- **Task goal**
Output each entry in full so that the result matches the data exactly.
Dataset records Start Marker
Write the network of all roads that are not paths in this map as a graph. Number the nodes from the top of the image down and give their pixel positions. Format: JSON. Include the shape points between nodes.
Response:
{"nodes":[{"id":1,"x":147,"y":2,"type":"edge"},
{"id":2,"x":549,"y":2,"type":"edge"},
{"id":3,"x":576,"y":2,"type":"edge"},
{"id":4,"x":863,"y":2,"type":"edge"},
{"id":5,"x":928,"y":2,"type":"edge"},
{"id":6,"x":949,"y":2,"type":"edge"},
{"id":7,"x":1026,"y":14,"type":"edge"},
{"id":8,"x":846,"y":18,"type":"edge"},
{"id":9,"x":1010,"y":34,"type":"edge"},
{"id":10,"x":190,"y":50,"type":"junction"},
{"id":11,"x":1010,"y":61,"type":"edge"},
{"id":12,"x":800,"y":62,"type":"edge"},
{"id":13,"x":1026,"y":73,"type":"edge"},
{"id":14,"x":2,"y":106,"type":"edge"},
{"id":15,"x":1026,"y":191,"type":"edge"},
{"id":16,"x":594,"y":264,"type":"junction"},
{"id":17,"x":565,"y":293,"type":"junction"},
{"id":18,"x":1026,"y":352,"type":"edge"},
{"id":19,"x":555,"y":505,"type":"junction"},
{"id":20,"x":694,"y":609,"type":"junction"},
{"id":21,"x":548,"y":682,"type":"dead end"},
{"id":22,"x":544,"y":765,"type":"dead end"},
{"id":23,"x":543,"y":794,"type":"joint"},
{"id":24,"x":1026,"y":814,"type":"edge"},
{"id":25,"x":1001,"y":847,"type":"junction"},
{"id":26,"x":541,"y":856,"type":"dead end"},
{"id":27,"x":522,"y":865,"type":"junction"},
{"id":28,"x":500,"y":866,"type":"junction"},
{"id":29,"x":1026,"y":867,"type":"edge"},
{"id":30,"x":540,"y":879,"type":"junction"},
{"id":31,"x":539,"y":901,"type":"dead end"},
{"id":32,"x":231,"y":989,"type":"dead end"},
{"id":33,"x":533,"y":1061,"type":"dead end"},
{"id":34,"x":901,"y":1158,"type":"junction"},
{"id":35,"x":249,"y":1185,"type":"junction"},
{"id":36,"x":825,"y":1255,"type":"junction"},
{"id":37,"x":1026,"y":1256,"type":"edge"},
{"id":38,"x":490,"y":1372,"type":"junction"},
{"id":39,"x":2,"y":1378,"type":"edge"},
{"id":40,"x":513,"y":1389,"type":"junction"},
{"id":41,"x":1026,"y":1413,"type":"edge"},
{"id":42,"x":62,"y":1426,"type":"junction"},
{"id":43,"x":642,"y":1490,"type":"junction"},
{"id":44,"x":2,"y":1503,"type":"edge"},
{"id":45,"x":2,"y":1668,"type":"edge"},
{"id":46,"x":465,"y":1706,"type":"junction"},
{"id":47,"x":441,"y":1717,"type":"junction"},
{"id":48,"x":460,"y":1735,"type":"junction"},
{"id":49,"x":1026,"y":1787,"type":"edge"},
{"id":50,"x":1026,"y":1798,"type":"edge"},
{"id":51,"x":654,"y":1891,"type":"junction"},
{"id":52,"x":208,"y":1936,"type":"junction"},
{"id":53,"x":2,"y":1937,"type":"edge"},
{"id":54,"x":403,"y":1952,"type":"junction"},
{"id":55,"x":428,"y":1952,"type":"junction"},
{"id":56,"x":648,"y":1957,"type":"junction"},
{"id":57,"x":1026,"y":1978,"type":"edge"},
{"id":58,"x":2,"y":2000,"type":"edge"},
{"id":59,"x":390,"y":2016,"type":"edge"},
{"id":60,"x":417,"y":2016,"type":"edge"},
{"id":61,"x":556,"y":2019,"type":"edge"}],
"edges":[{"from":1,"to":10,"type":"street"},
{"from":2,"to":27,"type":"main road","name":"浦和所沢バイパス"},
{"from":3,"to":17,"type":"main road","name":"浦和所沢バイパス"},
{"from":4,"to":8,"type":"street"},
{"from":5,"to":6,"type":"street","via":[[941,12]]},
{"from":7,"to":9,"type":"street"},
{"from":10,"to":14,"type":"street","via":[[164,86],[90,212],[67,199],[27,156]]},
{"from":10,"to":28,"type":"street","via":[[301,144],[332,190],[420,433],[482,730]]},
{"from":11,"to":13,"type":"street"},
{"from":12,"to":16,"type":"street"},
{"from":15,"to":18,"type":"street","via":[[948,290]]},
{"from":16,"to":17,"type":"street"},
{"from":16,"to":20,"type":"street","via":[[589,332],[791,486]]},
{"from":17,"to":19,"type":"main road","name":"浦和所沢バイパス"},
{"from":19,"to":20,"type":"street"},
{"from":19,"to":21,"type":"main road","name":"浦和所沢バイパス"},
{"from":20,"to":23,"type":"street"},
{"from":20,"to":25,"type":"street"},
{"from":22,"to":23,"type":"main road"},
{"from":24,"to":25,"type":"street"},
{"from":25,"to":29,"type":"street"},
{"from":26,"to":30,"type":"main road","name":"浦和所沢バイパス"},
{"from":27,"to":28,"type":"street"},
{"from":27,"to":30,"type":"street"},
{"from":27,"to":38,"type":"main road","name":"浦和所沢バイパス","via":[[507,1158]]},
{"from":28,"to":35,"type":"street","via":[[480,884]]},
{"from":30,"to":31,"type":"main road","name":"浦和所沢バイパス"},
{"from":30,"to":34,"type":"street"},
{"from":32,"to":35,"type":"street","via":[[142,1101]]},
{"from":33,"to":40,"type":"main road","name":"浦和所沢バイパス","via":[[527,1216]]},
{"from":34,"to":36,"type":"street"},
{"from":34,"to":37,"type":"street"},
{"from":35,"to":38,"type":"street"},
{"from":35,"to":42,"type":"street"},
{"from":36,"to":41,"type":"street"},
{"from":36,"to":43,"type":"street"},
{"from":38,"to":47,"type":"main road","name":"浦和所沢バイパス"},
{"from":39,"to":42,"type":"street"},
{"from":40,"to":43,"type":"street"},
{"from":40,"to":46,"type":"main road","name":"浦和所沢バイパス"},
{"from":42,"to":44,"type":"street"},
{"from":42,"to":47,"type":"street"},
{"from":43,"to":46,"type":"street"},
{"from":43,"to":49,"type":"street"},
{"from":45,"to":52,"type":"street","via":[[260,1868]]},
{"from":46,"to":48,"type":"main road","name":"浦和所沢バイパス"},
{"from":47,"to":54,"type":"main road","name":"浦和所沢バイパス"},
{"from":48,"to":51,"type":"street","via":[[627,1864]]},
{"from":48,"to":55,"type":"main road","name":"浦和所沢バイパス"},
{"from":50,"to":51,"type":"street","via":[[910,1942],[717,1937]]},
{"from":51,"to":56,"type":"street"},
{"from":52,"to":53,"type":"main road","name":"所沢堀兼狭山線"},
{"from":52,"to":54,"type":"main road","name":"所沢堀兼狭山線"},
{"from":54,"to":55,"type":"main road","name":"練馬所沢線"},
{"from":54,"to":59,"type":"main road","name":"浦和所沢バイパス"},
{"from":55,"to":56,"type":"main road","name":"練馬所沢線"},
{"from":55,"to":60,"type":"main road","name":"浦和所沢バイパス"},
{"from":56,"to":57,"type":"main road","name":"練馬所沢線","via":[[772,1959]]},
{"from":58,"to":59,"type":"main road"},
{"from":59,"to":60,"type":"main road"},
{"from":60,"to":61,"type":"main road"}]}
Dataset records End Marker
- **Solution for this task**
Write the network of all roads that are not paths in this map as a graph. Number the nodes from the top of the image down and give their pixel positions. Format: JSON. Include the shape points between nodes.
Response:
{"nodes":[{"id":1,"x":147,"y":2,"type":"edge"},
{"id":2,"x":549,"y":2,"type":"edge"},
{"id":3,"x":576,"y":2,"type":"edge"},
{"id":4,"x":863,"y":2,"type":"edge"},
{"id":5,"x":928,"y":2,"type":"edge"},
{"id":6,"x":949,"y":2,"type":"edge"},
{"id":7,"x":1026,"y":14,"type":"edge"},
{"id":8,"x":846,"y":18,"type":"edge"},
{"id":9,"x":1010,"y":34,"type":"edge"},
{"id":10,"x":190,"y":50,"type":"junction"},
{"id":11,"x":1010,"y":61,"type":"edge"},
{"id":12,"x":800,"y":62,"type":"edge"},
{"id":13,"x":1026,"y":73,"type":"edge"},
{"id":14,"x":2,"y":106,"type":"edge"},
{"id":15,"x":1026,"y":191,"type":"edge"},
{"id":16,"x":594,"y":264,"type":"junction"},
{"id":17,"x":565,"y":293,"type":"junction"},
{"id":18,"x":1026,"y":352,"type":"edge"},
{"id":19,"x":555,"y":505,"type":"junction"},
{"id":20,"x":694,"y":609,"type":"junction"},
{"id":21,"x":548,"y":682,"type":"dead end"},
{"id":22,"x":544,"y":765,"type":"dead end"},
{"id":23,"x":543,"y":794,"type":"joint"},
{"id":24,"x":1026,"y":814,"type":"edge"},
{"id":25,"x":1001,"y":847,"type":"junction"},
{"id":26,"x":541,"y":856,"type":"dead end"},
{"id":27,"x":522,"y":865,"type":"junction"},
{"id":28,"x":500,"y":866,"type":"junction"},
{"id":29,"x":1026,"y":867,"type":"edge"},
{"id":30,"x":540,"y":879,"type":"junction"},
{"id":31,"x":539,"y":901,"type":"dead end"},
{"id":32,"x":231,"y":989,"type":"dead end"},
{"id":33,"x":533,"y":1061,"type":"dead end"},
{"id":34,"x":901,"y":1158,"type":"junction"},
{"id":35,"x":249,"y":1185,"type":"junction"},
{"id":36,"x":825,"y":1255,"type":"junction"},
{"id":37,"x":1026,"y":1256,"type":"edge"},
{"id":38,"x":490,"y":1372,"type":"junction"},
{"id":39,"x":2,"y":1378,"type":"edge"},
{"id":40,"x":513,"y":1389,"type":"junction"},
{"id":41,"x":1026,"y":1413,"type":"edge"},
{"id":42,"x":62,"y":1426,"type":"junction"},
{"id":43,"x":642,"y":1490,"type":"junction"},
{"id":44,"x":2,"y":1503,"type":"edge"},
{"id":45,"x":2,"y":1668,"type":"edge"},
{"id":46,"x":465,"y":1706,"type":"junction"},
{"id":47,"x":441,"y":1717,"type":"junction"},
{"id":48,"x":460,"y":1735,"type":"junction"},
{"id":49,"x":1026,"y":1787,"type":"edge"},
{"id":50,"x":1026,"y":1798,"type":"edge"},
{"id":51,"x":654,"y":1891,"type":"junction"},
{"id":52,"x":208,"y":1936,"type":"junction"},
{"id":53,"x":2,"y":1937,"type":"edge"},
{"id":54,"x":403,"y":1952,"type":"junction"},
{"id":55,"x":428,"y":1952,"type":"junction"},
{"id":56,"x":648,"y":1957,"type":"junction"},
{"id":57,"x":1026,"y":1978,"type":"edge"},
{"id":58,"x":2,"y":2000,"type":"edge"},
{"id":59,"x":390,"y":2016,"type":"edge"},
{"id":60,"x":417,"y":2016,"type":"edge"},
{"id":61,"x":556,"y":2019,"type":"edge"}],
"edges":[{"from":1,"to":10,"type":"street"},
{"from":2,"to":27,"type":"main road","name":"浦和所沢バイパス"},
{"from":3,"to":17,"type":"main road","name":"浦和所沢バイパス"},
{"from":4,"to":8,"type":"street"},
{"from":5,"to":6,"type":"street","via":[[941,12]]},
{"from":7,"to":9,"type":"street"},
{"from":10,"to":14,"type":"street","via":[[164,86],[90,212],[67,199],[27,156]]},
{"from":10,"to":28,"type":"street","via":[[301,144],[332,190],[420,433],[482,730]]},
{"from":11,"to":13,"type":"street"},
{"from":12,"to":16,"type":"street"},
{"from":15,"to":18,"type":"street","via":[[948,290]]},
{"from":16,"to":17,"type":"street"},
{"from":16,"to":20,"type":"street","via":[[589,332],[791,486]]},
{"from":17,"to":19,"type":"main road","name":"浦和所沢バイパス"},
{"from":19,"to":20,"type":"street"},
{"from":19,"to":21,"type":"main road","name":"浦和所沢バイパス"},
{"from":20,"to":23,"type":"street"},
{"from":20,"to":25,"type":"street"},
{"from":22,"to":23,"type":"main road"},
{"from":24,"to":25,"type":"street"},
{"from":25,"to":29,"type":"street"},
{"from":26,"to":30,"type":"main road","name":"浦和所沢バイパス"},
{"from":27,"to":28,"type":"street"},
{"from":27,"to":30,"type":"street"},
{"from":27,"to":38,"type":"main road","name":"浦和所沢バイパス","via":[[507,1158]]},
{"from":28,"to":35,"type":"street","via":[[480,884]]},
{"from":30,"to":31,"type":"main road","name":"浦和所沢バイパス"},
{"from":30,"to":34,"type":"street"},
{"from":32,"to":35,"type":"street","via":[[142,1101]]},
{"from":33,"to":40,"type":"main road","name":"浦和所沢バイパス","via":[[527,1216]]},
{"from":34,"to":36,"type":"street"},
{"from":34,"to":37,"type":"street"},
{"from":35,"to":38,"type":"street"},
{"from":35,"to":42,"type":"street"},
{"from":36,"to":41,"type":"street"},
{"from":36,"to":43,"type":"street"},
{"from":38,"to":47,"type":"main road","name":"浦和所沢バイパス"},
{"from":39,"to":42,"type":"street"},
{"from":40,"to":43,"type":"street"},
{"from":40,"to":46,"type":"main road","name":"浦和所沢バイパス"},
{"from":42,"to":44,"type":"street"},
{"from":42,"to":47,"type":"street"},
{"from":43,"to":46,"type":"street"},
{"from":43,"to":49,"type":"street"},
{"from":45,"to":52,"type":"street","via":[[260,1868]]},
{"from":46,"to":48,"type":"main road","name":"浦和所沢バイパス"},
{"from":47,"to":54,"type":"main road","name":"浦和所沢バイパス"},
{"from":48,"to":51,"type":"street","via":[[627,1864]]},
{"from":48,"to":55,"type":"main road","name":"浦和所沢バイパス"},
{"from":50,"to":51,"type":"street","via":[[910,1942],[717,1937]]},
{"from":51,"to":56,"type":"street"},
{"from":52,"to":53,"type":"main road","name":"所沢堀兼狭山線"},
{"from":52,"to":54,"type":"main road","name":"所沢堀兼狭山線"},
{"from":54,"to":55,"type":"main road","name":"練馬所沢線"},
{"from":54,"to":59,"type":"main road","name":"浦和所沢バイパス"},
{"from":55,"to":56,"type":"main road","name":"練馬所沢線"},
{"from":55,"to":60,"type":"main road","name":"浦和所沢バイパス"},
{"from":56,"to":57,"type":"main road","name":"練馬所沢線","via":[[772,1959]]},
{"from":58,"to":59,"type":"main road"},
{"from":59,"to":60,"type":"main road"},
{"from":60,"to":61,"type":"main road"}]}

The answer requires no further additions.